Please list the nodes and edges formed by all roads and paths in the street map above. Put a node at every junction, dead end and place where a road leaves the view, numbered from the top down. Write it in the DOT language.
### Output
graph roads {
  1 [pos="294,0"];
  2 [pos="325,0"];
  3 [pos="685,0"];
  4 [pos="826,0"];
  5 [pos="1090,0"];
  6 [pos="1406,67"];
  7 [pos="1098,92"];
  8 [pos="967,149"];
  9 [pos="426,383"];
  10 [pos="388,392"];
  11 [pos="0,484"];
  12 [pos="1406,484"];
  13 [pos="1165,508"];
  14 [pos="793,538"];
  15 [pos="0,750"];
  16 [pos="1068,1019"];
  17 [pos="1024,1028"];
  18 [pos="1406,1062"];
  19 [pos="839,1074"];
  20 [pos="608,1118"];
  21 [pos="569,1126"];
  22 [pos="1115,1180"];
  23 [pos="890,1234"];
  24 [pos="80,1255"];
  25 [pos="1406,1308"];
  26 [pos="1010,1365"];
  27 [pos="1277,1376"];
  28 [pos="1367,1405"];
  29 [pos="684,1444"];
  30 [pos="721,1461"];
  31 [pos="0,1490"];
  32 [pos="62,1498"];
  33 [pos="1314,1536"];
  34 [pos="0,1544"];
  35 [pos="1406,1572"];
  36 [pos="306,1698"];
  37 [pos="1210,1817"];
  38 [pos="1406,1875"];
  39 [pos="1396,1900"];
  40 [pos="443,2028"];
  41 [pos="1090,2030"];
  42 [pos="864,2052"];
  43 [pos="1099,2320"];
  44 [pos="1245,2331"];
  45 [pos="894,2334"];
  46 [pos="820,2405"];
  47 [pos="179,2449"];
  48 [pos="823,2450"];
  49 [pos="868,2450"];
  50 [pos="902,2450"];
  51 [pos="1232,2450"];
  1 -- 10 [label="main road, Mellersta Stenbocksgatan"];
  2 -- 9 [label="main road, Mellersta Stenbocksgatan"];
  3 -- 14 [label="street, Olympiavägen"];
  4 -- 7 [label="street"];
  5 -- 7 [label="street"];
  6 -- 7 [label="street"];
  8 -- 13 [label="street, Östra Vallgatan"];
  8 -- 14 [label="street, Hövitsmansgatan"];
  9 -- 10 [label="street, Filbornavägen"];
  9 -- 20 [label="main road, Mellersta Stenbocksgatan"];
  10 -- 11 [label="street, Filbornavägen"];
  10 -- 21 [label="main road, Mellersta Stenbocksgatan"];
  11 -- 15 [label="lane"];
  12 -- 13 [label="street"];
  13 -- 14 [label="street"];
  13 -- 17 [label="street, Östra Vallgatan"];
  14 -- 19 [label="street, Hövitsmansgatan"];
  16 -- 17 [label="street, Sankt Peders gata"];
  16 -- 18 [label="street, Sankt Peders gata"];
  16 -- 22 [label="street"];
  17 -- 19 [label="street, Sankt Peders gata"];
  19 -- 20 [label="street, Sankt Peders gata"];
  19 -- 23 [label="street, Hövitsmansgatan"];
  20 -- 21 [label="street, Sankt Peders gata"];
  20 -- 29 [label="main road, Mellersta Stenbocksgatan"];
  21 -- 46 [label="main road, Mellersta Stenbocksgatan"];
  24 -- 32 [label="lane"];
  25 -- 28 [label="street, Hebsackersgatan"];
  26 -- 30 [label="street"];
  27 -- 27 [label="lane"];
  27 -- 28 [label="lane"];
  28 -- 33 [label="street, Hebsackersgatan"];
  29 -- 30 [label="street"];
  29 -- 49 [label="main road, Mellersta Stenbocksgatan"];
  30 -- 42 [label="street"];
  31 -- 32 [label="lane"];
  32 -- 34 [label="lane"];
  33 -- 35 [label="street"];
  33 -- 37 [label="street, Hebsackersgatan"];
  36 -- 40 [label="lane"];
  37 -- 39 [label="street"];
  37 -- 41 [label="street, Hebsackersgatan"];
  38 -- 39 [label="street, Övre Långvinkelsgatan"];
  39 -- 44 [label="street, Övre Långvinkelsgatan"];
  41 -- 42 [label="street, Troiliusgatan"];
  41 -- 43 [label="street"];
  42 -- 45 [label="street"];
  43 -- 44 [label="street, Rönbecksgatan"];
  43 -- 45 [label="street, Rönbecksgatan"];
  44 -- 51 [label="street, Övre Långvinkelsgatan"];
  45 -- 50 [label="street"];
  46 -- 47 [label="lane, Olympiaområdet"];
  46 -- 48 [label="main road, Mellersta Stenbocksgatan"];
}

> [What you are asked to do]: For every line above with the word "Peders" in it, make a copy.

> [Answer area]:
  16 -- 17 [label="street, Sankt Peders gata"];
  16 -- 18 [label="street, Sankt Peders gata"];
  17 -- 19 [label="street, Sankt Peders gata"];
  19 -- 20 [label="street, Sankt Peders gata"];
  20 -- 21 [label="street, Sankt Peders gata"];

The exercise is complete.